Brief introduction
The 1th installment of this three-part series describes the basics of using the Pyomo Library for linear optimization in Python. Now we'll explain how to extend it. How does Python extend it without a real operating system thread? This article will show you how to combine these technologies to create an actual, extensible infrastructure that can be used to build a Pyomo Web solution. We use a single threaded event loop, a AMQP server, and a worker thread process to create a pattern that expands a linear optimization system using this pattern. The infrastructure also applies to many common computing problems in Python or Ruby.
Extended
The challenge of creating extensible, parallel-running code in scripting languages like Python is different from the C, C + + or Java programming languages. Two important factors are execution speed and line Cheng. More complex, Amdahl's law shows that the acceleration of a program is not strictly proportional to the number of processors available on the computer. The scale of the code-side portion is ultimately limited by the time required for the sequential part of the program.
An intuitive way to consider this problem is to think of the problem as an event loop in which each tick (tick) of the event loop takes 1 seconds of CPU time. Within the event loop, if you try to debug, you will find that 75% of the time is spent on the time.sleep (. 75) command, and the rest of the time is spent doing the work. Because 75% of the time of this one-second event cycle is spent on hibernation, it is impossible to run the part of the loop in parallel. In this second time, the only thing that can run faster is the 25% part that is not dormant. In this. 25-second event loop, no matter how fast the processor runs or how many processors are thrown, it always takes. More than 75 seconds to optimize the "can parallel" code.
Even with the Amdahl law, adding more threads will not, in principle, paralyze the parallel parts of the Python code. Although such strategies are very useful in languages such as C # and Java, they are slightly more complex in Python. In Python, if part of the code can be parallelization, but this part of the code assumes CPU work, the thread does not provide any optimization assistance because of the Global interpreter Lock (GIL).
The last complication is that if you write a WEB application that uses an event-driven infrastructure such as Tornado to perform linear optimizations, you must incorporate some special ideas into your design. If the event loop is blocked and cannot perform CPU work or block network operations, then the design can safely invoke the iteration server. W. Richard Stevens describes two types of servers in the Unix network programming Book:
Iteration Server: Unable to process the pending client until the current client service is completely terminated.
Concurrent servers: Typically, a child process is generated for each request.

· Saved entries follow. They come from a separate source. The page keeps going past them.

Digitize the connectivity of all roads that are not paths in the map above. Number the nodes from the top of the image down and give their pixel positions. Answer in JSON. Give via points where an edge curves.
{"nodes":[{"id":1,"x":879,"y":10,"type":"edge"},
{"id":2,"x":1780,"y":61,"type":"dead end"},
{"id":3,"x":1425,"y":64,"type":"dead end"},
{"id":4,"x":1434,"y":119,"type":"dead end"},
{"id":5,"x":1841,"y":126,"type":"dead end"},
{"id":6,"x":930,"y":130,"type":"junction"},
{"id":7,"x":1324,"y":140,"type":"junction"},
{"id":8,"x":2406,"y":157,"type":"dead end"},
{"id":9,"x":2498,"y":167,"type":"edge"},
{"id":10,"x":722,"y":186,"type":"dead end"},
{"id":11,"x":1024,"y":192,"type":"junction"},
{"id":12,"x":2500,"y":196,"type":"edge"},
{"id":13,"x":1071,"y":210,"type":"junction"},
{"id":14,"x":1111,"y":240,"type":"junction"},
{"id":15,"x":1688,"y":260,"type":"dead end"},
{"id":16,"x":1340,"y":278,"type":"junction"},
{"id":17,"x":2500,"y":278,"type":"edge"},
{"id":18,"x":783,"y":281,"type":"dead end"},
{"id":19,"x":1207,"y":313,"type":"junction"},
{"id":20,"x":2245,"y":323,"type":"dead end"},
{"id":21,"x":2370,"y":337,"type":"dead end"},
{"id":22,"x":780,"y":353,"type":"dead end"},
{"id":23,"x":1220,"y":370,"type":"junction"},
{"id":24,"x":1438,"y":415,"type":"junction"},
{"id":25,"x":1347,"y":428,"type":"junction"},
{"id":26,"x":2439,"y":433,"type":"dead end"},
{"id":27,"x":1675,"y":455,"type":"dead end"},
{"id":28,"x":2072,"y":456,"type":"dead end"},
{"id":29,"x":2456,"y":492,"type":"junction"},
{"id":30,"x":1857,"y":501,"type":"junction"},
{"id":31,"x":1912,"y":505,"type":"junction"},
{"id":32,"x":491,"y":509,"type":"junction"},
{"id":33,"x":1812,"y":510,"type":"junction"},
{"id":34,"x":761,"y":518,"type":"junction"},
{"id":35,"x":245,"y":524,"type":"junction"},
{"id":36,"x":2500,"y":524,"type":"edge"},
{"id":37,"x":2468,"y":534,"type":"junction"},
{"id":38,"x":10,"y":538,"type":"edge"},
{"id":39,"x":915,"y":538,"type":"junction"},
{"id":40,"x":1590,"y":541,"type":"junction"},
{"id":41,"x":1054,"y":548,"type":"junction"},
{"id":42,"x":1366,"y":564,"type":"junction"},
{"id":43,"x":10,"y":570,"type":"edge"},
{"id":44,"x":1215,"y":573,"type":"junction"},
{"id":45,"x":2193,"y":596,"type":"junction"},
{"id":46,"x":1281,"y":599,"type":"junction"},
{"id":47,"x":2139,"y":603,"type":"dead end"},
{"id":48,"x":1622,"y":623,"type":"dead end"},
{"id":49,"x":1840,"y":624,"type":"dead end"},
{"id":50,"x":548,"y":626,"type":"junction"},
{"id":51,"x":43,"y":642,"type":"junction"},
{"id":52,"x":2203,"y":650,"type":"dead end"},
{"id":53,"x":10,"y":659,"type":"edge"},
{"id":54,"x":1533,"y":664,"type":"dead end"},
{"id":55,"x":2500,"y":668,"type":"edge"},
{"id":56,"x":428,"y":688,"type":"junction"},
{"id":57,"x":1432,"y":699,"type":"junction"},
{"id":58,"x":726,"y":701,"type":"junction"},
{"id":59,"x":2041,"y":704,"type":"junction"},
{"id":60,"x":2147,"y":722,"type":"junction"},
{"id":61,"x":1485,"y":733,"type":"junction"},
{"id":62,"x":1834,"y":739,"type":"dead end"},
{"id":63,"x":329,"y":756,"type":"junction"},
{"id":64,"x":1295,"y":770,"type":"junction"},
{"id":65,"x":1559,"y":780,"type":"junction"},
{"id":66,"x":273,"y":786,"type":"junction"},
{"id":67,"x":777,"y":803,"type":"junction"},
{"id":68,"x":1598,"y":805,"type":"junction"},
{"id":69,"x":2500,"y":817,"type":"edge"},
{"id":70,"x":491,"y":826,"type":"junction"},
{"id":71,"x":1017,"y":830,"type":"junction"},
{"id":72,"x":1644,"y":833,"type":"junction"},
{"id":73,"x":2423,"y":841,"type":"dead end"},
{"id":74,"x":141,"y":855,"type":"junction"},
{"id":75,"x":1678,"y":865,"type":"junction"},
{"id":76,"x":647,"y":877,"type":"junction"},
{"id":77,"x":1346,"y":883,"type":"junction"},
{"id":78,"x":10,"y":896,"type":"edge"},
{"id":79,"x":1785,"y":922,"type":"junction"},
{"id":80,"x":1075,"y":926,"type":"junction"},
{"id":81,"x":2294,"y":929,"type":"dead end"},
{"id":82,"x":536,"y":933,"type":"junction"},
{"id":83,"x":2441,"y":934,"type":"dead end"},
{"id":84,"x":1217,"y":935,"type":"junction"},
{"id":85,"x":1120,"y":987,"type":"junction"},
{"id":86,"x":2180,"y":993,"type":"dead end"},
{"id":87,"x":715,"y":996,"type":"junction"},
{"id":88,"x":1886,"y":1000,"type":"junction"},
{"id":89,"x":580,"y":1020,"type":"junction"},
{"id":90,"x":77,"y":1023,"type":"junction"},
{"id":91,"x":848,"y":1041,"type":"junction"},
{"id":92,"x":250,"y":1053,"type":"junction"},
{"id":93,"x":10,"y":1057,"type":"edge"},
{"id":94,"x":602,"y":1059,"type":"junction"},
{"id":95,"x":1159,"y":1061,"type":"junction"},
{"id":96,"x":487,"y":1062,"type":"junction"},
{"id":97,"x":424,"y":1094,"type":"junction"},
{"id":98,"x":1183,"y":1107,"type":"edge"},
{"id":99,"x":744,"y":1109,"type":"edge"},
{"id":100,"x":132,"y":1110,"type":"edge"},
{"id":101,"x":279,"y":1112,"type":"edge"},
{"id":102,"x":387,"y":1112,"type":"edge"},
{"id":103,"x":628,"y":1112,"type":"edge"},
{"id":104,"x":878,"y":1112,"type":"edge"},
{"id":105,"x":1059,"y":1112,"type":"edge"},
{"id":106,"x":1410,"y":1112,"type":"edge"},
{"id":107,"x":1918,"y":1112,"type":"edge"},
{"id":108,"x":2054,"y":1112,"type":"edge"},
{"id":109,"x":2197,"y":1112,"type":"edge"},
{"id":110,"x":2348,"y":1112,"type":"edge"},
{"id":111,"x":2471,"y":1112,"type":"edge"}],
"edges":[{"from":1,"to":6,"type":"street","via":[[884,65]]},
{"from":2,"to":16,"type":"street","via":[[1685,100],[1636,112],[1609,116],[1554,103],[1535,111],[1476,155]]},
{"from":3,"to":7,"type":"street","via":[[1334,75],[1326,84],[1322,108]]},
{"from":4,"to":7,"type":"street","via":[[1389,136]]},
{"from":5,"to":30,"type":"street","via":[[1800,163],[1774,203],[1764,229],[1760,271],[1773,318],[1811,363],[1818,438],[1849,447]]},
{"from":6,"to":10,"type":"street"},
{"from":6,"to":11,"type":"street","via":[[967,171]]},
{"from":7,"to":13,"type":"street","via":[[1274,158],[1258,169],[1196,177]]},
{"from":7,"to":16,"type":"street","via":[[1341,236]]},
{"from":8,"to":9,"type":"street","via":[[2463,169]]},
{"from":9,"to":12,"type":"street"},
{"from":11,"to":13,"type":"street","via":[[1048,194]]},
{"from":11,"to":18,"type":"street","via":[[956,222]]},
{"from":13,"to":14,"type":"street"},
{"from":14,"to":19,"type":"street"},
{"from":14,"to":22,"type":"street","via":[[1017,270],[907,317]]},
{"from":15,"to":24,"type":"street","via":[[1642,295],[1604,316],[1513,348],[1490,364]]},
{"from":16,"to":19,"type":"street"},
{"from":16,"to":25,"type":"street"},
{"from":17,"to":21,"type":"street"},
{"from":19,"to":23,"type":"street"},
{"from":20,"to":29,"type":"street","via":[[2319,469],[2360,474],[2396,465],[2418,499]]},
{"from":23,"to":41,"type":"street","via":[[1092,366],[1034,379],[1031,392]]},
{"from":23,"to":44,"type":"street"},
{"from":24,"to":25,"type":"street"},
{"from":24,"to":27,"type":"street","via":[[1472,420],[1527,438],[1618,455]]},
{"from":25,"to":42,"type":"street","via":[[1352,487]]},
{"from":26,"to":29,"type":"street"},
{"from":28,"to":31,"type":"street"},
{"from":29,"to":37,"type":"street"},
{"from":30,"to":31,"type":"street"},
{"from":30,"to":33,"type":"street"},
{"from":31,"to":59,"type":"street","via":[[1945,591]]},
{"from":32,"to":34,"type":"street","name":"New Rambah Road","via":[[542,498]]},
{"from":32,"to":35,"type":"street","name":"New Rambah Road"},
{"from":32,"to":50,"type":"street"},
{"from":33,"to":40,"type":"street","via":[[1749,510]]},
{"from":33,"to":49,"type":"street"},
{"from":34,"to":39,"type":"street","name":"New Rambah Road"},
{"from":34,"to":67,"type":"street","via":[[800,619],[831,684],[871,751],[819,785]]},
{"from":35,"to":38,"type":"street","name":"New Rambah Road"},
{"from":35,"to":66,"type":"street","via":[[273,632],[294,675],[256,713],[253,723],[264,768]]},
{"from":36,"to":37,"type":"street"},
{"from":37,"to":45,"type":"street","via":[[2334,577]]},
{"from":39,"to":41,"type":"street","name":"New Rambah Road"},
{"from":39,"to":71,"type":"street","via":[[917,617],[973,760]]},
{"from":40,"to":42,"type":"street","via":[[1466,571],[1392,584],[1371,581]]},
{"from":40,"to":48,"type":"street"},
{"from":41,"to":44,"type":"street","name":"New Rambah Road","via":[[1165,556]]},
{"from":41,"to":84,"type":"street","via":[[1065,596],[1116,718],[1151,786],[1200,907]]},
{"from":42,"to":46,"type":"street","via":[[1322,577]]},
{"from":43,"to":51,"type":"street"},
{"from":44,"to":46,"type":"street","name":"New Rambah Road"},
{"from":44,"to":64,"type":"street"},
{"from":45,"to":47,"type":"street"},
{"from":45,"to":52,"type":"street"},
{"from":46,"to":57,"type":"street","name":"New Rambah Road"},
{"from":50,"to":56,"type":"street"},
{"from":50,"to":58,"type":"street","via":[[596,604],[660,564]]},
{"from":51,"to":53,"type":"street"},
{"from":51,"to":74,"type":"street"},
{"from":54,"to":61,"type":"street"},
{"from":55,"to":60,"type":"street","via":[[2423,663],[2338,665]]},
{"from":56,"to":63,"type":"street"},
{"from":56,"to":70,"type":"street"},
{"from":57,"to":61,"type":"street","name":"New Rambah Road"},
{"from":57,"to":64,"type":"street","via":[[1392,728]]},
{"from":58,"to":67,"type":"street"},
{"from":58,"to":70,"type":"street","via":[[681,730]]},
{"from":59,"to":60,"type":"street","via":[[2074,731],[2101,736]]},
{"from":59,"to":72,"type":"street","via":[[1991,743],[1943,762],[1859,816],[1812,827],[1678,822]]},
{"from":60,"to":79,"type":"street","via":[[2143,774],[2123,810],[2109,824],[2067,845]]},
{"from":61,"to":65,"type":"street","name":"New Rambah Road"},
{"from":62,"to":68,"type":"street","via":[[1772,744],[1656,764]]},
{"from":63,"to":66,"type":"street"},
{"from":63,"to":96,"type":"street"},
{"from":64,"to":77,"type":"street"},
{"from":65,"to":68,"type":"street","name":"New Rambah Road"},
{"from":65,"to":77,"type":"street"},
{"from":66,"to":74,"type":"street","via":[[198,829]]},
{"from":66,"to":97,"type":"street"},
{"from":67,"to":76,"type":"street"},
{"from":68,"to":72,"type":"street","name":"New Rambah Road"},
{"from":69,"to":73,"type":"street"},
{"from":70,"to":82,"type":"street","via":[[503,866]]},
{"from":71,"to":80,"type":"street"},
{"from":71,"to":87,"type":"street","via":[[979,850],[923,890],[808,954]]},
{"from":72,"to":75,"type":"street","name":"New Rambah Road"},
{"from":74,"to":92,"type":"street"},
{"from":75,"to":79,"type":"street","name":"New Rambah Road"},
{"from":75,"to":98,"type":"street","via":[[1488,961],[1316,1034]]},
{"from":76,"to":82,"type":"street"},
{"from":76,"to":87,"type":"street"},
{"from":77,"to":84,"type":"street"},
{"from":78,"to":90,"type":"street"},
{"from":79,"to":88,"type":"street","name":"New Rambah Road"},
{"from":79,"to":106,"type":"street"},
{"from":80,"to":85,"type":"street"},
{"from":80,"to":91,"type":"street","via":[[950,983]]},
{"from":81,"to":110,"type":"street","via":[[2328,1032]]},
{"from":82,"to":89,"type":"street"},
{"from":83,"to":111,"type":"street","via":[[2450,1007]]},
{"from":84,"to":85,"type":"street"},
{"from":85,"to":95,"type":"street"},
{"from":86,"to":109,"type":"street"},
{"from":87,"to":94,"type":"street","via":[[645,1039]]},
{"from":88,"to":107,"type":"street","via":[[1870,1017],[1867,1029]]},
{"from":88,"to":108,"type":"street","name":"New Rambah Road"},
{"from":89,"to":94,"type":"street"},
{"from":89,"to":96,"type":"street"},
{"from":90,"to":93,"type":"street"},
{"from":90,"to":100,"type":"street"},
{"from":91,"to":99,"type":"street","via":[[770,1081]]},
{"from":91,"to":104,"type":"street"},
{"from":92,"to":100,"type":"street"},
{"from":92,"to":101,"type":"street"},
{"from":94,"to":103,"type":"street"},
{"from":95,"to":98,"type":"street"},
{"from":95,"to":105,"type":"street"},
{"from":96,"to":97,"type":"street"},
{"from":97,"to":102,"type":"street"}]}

If not carefully considered, the event loop server (Ruby's event Machine and Python's Tornado) will soon become an iterative server. In the real world, an iterative server is a toy that must be avoided at all costs.
Event Loop Programming
For an event loop, CPU-intensive work that performs a linear optimization algorithm locks all requests made by the customer until the first requested worker process completes. In many cases, this is not a best practice because other CPU-intensive work can be done using the other cores on the server. One of the things that can easily happen is that 23 of the 24 cores in one server do nothing, while CPU-intensive requests start to form an exponential queue. Similarly, if there is a blockage of the network in the event loop, there may be a worse scenario-24 cores are idle and the request is queued.
The trick to using an event-cycling infrastructure is to ensure two things:
All network operations must be done in a non-blocking manner, either in a separate thread or process, either using I/O multiplexing technology (such as selection and polling), or using asynchronous I/O to the POSIX aio_ function.
In the event loop, the CPU or network operation should be minimized because it blocks the event loop.
In short, if you use it as a Web site, there is no blocking event loops. Other steps should be taken to get the CPU to do other work. In Python, a policy is to receive messages synchronously, and then transfer the task load to a series of worker threads subscribing to the Advanced Message Queueing Protocol (AMQP) messaging bus (for example, RABBITMQ). This is the strategy that this article will introduce. The best balance point of an asynchronous event loop server is to handle many concurrent, long-running socket connections. A real example is sending data to another connection (such as a websockets connection) from a network connection, such as a socket that collects stock data.
Create an Tornado Web application to distribute Pyomo applications
The example uses several different techniques:
Tornado is an open source, extensible, non-blocking WEB server. It can act as an asynchronous messaging system.
The linear optimization task that the Pyomo service runs on each request.
RABBITMQ can act as a message bus between layers.
To build the environment and run the instance, you need to install the following components on OS X.
Use HomeBrew to install RABBITMQ.
Pyomo
Pika, a rabbitmq Python client.
Tornado, an asynchronous Web server. Use Easy_install installation.